Astrak’s approach to M&A is very selective. “What we’re looking for with acquisitions is companies like us, offering the same or similar products and services,” says Dick Paterson, Astrak’s CEO. While some acquisitions have brought additional products into the group, its main objective has been to deepen Astrak’s core offering rather than dilute it. “We’re a relatively narrow and deep supplier. There are others with much broader ranges, but we’re looking for focus.”
This is evident in Astrak’s European operations, where the business has long-standing relationships across the market. The acquisition of Terrapart followed an existing commercial connection, while Frillesås Bil & Traktor – rebranded as Astrak Sweden – was already a customer. “We knew these businesses relatively well,” Dick explains. “So when the owners wanted to retire or move on, it was a natural progression that we were invited to the table.”
Setting up State-side
Astrak’s first acquisition following Inflexion’s investment ultimately inspired an organic move into the US market. The Terrapart acquisition provided an established US customer base, and engaging with them opened management’s eyes to the scale of opportunity – not only to expand the product range, but to serve customers more comprehensively on the ground.

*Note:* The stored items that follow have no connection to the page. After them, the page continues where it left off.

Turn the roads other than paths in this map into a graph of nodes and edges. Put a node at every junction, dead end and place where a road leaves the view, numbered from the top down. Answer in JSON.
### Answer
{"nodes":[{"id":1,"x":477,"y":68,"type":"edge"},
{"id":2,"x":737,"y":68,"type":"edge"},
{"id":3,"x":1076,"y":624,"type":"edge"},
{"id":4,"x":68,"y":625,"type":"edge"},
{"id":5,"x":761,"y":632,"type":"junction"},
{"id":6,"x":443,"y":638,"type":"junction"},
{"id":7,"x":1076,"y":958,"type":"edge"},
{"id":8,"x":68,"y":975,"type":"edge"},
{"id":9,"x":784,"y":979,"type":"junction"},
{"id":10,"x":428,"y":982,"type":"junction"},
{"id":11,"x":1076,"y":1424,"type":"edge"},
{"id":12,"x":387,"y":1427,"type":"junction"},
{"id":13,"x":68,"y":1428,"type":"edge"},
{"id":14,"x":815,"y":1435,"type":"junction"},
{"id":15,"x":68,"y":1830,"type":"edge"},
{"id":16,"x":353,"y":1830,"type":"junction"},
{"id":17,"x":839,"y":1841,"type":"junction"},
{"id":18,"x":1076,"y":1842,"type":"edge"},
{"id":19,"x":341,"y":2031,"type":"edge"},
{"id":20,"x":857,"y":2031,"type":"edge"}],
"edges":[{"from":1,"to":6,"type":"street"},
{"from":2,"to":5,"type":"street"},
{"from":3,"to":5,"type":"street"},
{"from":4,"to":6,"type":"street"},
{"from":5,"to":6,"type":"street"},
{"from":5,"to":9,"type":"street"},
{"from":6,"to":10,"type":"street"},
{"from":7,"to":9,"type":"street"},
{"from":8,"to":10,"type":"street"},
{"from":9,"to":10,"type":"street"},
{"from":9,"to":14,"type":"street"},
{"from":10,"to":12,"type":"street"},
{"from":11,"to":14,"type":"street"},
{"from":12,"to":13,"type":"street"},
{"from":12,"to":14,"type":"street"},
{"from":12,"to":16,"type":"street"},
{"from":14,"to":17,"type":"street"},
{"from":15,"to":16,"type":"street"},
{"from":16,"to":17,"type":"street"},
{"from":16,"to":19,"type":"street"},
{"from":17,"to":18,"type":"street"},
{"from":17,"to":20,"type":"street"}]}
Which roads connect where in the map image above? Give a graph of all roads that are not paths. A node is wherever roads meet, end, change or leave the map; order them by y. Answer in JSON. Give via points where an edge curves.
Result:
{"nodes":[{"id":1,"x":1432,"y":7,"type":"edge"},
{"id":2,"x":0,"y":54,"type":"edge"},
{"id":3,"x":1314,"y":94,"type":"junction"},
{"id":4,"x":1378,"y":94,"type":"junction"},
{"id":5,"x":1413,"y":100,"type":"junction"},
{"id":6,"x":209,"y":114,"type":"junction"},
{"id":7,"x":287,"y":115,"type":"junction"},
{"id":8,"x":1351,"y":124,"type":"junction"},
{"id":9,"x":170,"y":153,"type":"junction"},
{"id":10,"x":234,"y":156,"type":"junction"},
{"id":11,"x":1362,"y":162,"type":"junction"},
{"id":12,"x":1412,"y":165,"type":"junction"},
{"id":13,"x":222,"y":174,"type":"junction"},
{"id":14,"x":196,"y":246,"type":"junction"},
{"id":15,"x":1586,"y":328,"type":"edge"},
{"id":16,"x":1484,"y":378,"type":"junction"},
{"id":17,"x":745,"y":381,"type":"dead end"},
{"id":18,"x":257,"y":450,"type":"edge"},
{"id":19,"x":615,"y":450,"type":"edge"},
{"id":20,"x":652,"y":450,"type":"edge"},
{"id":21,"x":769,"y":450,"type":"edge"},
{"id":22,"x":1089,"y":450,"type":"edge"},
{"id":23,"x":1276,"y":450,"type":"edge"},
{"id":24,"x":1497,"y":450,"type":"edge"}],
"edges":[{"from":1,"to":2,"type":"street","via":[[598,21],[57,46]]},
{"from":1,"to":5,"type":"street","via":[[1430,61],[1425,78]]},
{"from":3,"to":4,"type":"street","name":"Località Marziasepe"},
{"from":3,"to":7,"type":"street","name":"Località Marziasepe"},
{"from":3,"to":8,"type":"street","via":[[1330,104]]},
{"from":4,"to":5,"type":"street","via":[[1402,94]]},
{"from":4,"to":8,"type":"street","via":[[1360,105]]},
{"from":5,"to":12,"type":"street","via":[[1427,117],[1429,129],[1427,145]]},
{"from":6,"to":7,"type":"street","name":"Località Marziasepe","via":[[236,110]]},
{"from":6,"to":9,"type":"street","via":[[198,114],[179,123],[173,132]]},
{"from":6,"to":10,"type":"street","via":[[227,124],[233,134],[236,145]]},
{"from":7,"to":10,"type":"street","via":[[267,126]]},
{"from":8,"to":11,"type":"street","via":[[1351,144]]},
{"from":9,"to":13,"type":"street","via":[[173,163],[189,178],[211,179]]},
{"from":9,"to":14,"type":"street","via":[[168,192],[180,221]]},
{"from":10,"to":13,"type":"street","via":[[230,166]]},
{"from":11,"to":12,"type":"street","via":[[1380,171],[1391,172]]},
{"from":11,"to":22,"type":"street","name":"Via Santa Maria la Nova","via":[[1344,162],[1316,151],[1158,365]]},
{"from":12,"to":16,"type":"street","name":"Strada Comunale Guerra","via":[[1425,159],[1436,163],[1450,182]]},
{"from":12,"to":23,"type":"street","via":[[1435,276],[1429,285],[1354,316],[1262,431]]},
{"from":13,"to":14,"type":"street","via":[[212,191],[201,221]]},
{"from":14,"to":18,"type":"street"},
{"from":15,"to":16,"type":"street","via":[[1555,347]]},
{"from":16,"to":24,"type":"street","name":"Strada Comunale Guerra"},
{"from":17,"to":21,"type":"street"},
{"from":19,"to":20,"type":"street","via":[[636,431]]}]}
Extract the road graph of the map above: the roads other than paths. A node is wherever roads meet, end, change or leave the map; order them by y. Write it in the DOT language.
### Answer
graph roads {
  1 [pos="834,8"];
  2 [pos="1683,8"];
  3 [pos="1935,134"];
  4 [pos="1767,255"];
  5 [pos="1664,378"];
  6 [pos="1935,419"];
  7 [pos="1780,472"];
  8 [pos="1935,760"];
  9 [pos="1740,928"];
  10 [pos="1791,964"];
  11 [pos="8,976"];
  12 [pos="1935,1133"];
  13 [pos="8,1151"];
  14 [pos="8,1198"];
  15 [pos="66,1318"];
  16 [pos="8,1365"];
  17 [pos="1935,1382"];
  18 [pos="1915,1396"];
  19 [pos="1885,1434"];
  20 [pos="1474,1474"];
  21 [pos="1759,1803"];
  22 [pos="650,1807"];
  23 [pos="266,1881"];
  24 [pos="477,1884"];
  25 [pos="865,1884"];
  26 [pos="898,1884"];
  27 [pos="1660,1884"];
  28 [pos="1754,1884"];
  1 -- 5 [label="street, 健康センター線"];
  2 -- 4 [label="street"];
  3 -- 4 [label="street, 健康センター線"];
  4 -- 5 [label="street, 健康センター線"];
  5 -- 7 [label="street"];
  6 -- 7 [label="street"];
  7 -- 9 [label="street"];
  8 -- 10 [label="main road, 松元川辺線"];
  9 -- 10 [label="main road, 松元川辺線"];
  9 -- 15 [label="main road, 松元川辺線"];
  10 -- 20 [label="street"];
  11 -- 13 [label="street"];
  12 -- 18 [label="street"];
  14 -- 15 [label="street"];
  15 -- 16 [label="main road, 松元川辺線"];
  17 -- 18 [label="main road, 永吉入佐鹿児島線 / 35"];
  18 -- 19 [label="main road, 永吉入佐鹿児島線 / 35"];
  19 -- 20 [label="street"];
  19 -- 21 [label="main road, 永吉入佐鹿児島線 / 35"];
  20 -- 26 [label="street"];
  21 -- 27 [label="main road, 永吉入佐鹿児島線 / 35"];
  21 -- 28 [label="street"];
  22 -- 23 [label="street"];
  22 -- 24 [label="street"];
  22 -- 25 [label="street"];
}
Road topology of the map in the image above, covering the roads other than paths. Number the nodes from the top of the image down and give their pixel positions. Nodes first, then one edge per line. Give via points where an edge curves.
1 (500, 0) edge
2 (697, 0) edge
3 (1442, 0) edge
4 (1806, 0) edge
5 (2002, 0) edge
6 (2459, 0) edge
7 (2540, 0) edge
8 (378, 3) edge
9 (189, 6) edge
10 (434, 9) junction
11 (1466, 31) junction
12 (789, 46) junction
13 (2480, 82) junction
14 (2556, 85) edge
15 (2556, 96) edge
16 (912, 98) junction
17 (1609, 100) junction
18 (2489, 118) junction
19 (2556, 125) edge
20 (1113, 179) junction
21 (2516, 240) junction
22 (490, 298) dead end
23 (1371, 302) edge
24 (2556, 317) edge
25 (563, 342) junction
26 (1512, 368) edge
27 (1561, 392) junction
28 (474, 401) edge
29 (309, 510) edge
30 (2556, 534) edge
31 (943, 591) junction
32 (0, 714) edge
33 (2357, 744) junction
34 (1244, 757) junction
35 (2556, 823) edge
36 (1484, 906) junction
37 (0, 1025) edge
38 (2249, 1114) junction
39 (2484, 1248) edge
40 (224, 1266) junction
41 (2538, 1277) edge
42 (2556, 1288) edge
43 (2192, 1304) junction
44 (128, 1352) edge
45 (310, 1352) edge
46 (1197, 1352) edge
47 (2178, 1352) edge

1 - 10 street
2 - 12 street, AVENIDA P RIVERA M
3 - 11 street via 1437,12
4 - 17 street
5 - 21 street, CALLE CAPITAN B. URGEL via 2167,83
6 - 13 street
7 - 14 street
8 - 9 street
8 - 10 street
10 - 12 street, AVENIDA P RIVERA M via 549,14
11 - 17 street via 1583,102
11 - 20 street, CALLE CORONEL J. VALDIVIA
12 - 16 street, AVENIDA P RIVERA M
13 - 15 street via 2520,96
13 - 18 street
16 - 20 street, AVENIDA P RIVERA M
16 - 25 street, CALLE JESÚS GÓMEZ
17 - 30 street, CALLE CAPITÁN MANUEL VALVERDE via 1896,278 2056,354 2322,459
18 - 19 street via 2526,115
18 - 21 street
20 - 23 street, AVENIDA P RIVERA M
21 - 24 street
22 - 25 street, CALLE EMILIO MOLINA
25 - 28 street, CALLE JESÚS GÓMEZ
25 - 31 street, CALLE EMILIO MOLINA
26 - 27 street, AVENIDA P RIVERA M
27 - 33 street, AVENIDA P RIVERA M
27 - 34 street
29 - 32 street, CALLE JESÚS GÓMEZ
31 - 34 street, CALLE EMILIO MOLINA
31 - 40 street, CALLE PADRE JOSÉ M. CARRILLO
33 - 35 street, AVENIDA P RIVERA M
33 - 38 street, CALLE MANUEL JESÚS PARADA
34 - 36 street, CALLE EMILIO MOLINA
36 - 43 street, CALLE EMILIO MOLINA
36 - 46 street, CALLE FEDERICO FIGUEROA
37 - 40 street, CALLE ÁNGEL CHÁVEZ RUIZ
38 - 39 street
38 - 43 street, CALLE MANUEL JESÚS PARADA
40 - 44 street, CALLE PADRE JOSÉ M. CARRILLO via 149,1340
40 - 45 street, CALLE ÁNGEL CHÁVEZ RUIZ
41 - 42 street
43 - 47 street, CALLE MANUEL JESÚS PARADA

While a US acquisition was initially considered, that route proved less straightforward than expected. “We found an acquisition prospect in Houston and at the same time met some individuals there who knew the market well,” Dick recalls. “The plan was to put the two together.” Ultimately, the owners of the target business could not agree on whether to exit, but by that point Astrak had already begun building a local presence. Rather than step back, the business chose to proceed organically.
“That decision worked out well for us,” Dick reflects. “We’d already set the team up, so we decided to go ahead and start from scratch.” It’s been a success: today, Astrak operates across three US locations – Houston, Dallas and Austin – providing workshop facilities, warehousing and a regional headquarters. Establishing these sites in the US has enabled faster delivery of replacement undercarriage parts, on-site fitting and measuring, and reduced equipment downtime for customers.
This year, the US will be our biggest single market by revenue. The growth has not been driven by proprietary technology or a radically different proposition. We don’t have a magic wand. We just do what we do – and we do it really well.
Astrak’s North American footprint was further strengthened through the acquisition of Xtreme Parts, a Canadian business with much of its client roster in the US. Having an established US presence allowed Astrak to restructure supply flows, supplying US customers from the US rather than across the border. This proved particularly valuable during a period of tariff volatility. “We spent much of 2025 negotiating with suppliers and changing supply chains,” Dick recalls. Having a US base helped mitigate the impact. “Had we only been in Canada, it would have been very different.”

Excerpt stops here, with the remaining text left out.